La vraie résilience, c’est de naître et de grandir au Sénégal.
C’est continuer à se battre, à entreprendre et à croire, dans un pays où tout semble au ralenti.
Le plus grave n’est pas la crise économique.
Le plus grave, c’est que nous ne rêvons plus.
Je ne parle pas de politique. Je parle d’ambition. De vision. D’un pays qui donne envie à sa jeunesse de construire plutôt que de partir.
Oui, l’époque d’Abdoulaye Wade me manque. Pas par nostalgie politique, mais parce qu’il portait des projets qui faisaient rêver. On pouvait être d’accord ou non avec lui, mais il insufflait une ambition. Il nous faisait croire que le Sénégal pouvait voir grand.

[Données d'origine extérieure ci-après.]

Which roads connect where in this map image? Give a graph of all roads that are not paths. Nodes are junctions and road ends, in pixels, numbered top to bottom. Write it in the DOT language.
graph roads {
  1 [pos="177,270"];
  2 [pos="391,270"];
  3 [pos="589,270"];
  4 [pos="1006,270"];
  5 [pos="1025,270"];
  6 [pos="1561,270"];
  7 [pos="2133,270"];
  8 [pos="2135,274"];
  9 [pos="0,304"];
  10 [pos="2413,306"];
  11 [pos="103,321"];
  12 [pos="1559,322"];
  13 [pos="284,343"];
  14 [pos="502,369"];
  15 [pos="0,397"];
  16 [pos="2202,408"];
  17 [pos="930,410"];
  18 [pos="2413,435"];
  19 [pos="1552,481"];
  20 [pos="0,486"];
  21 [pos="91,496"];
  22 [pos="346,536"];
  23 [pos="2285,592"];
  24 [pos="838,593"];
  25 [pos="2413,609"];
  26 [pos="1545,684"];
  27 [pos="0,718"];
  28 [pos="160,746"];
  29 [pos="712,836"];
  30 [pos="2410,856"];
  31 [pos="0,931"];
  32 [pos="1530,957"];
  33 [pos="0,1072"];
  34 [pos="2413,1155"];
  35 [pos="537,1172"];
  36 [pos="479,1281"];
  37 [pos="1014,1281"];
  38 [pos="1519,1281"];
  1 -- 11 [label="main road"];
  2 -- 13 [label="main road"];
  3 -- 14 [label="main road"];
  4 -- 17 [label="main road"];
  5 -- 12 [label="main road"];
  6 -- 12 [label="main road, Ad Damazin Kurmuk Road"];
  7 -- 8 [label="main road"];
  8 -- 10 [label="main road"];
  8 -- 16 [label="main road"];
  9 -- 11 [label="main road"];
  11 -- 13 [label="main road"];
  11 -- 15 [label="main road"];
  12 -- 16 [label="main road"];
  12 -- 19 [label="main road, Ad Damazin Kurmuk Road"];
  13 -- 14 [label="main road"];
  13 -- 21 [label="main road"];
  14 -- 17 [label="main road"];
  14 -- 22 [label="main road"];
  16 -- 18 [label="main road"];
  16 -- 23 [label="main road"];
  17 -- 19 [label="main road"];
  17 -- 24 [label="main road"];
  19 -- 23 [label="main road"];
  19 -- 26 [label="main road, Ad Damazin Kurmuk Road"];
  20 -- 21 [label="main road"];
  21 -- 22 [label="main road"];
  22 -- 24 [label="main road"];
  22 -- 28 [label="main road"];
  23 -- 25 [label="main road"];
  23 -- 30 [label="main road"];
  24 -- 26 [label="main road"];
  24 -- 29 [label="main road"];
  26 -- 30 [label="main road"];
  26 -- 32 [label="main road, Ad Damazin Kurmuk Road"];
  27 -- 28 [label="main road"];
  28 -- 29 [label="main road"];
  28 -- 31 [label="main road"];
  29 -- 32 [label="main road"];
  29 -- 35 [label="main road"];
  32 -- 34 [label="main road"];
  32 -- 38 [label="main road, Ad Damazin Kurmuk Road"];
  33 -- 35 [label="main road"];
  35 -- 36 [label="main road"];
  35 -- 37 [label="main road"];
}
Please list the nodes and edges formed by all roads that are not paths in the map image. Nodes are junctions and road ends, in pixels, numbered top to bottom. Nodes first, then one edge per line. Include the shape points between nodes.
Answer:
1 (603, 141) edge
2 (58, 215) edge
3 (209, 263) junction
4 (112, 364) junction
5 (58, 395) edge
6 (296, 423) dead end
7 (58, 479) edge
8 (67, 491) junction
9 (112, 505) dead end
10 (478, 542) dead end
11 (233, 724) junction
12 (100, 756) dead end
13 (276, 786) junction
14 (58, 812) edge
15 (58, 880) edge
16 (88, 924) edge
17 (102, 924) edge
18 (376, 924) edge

Aujourd’hui, j’ai le sentiment d’un pays figé. Comme suspendu dans le temps.
Nous faisons dix pas en avant, puis cent en arrière.
Et au-delà de l’État, nous devons aussi nous regarder en face. Nos comportements, notre méchanceté gratuite, notre jalousie, notre incapacité à nous soutenir les uns les autres. Nous sommes parfois les premiers freins au développement de notre propre pays.
Que se passe-t-il avec le Sénégal ?
Pourquoi avons-nous perdu cette flamme ?
Parce qu’un peuple qui ne rêve plus est un peuple qui s’éteint doucement.
Et un pays qui cesse de faire rêver sa jeunesse est un pays qui hypothèque son avenir.
C’est le cri du cœur d’une simple citoyenne qui refuse de renoncer à aimer son pays.